Earlier Tuesday at the jail, Shellie Zimmerman, Zimmerman’s estranged wife, had divorce papers served on him.

Zimmerman was arrested Monday, accused of pointing a shotgun at his live-in girlfriend, shoving her out the door and locking it after breaking a glass table.

It’s not clear where Zimmerman will live when he’s released. He moved out of the home his in-laws leased to him after he and his wife separated in August.

He also won’t be going back to the home he shared with his live-in girlfriend on Topfield Court near Apopka, where Monday’s dispute took place.

Dowdy told the Orlando Sentinel there are two homes in Central Florida where he could live. He did not specify where they were and said he would disclose that information under seal to authorities to protect Zimmerman’s whereabouts.

The Seminole County Sheriff’s Office and court system have kept secret Zimmerman’s home address since he killed Trayvon Martin, an unarmed black 17-year-old, a shooting that set off civil rights marches when it happened and again in July, when a Seminole County jury acquitted him of murder.

Dowdy said he talked to Zimmerman for about 45 minutes Tuesday morning.

“He’s doing fine, as well as can be expected,” Dowdy said.

In the murder case, Zimmerman was represented by $400-an-hour attorney Mark O’Mara and $350-an-hour attorney Don West.

Both put out statements Monday, saying they would not represent Zimmerman in the new domestic violence case.

Scheibe told Seminole County deputies that she had ordered Zimmerman to move out and he had begun to pack Monday when he got a shotgun, cocked it, pointed it at her and broke a glass-topped table, according to his arrest report.

He then shoved her outside and locked and barricaded the door, according to Sheriff’s Office Chief Deputy Dennis Lemma.

While deputies were outside, banging on the door, trying to get him to come out, Zimmerman called 911 and blamed the dispute on his girlfriend, whom he said had “gone crazy on me.”
The couple had been living together in the home she rented since August, Lemma said.

Scheibe was pregnant, Zimmerman told the dispatcher, and had decided to raise the child on her own.
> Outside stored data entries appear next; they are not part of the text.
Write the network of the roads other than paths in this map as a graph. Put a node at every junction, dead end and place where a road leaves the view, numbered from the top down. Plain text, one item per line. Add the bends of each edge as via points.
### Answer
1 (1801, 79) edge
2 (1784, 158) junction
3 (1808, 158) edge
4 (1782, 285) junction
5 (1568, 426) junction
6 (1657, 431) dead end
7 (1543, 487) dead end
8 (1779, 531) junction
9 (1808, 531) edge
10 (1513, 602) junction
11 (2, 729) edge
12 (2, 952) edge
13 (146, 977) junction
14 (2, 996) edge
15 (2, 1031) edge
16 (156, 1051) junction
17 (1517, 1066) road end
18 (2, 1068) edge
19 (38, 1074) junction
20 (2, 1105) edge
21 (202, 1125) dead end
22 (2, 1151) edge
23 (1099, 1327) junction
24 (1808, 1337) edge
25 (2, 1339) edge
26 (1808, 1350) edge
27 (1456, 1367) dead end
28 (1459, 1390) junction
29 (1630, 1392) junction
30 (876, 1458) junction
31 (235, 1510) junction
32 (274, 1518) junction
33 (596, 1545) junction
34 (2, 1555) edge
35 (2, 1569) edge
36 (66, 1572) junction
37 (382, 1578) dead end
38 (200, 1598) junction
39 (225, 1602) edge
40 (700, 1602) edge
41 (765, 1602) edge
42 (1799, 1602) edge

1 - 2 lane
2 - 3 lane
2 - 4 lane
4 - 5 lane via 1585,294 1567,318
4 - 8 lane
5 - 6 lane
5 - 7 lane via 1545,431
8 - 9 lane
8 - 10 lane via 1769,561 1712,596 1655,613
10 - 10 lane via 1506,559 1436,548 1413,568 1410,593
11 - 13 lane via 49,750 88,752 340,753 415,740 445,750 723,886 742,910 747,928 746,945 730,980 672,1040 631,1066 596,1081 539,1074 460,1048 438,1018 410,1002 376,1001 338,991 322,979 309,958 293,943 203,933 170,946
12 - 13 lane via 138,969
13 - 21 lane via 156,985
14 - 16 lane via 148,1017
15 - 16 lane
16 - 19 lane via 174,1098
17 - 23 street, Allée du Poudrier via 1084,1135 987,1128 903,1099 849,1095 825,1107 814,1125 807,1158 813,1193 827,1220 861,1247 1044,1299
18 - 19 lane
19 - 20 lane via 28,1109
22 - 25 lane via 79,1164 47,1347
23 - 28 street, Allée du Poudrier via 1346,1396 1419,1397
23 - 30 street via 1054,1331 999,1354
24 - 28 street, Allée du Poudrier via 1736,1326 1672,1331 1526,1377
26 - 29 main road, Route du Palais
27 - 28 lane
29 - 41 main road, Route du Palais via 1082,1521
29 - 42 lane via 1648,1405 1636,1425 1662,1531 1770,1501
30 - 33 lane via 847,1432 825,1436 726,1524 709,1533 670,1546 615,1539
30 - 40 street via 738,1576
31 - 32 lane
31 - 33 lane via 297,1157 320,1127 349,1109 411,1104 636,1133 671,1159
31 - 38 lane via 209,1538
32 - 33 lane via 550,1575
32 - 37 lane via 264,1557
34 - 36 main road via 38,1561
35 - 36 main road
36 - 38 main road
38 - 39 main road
He agreed to leave and wanted the parting to be peaceful, he said.

“She just started smashing stuff, taking stuff that belonged to me,” he said.

Lemma said despite what Zimmerman told the dispatcher, Scheibe told deputies she was not pregnant.

Monday’s arrest was the third known domestic violence incident involving Zimmerman.
In 2005, Zimmerman and his live-in girlfriend got domestic violence injunctions against each other.

In an interview with FBI agents last year as part of the Martin murder investigation, that woman described Zimmerman as “protective and territorial” and “having a bad temper”.

On Sept. 9, he was handcuffed by Lake Mary police but released after his estranged wife, Shellie, and her father accused him of threatening them with a gun while they were moving her belongings out of a house the couple had shared.

Zimmerman had arrived at that scene with Scheibe. Last week, Lake Mary police officially closed that case, saying they had no solid evidence that Zimmerman had broken the law.

Shellie Zimmerman filed for divorce in August.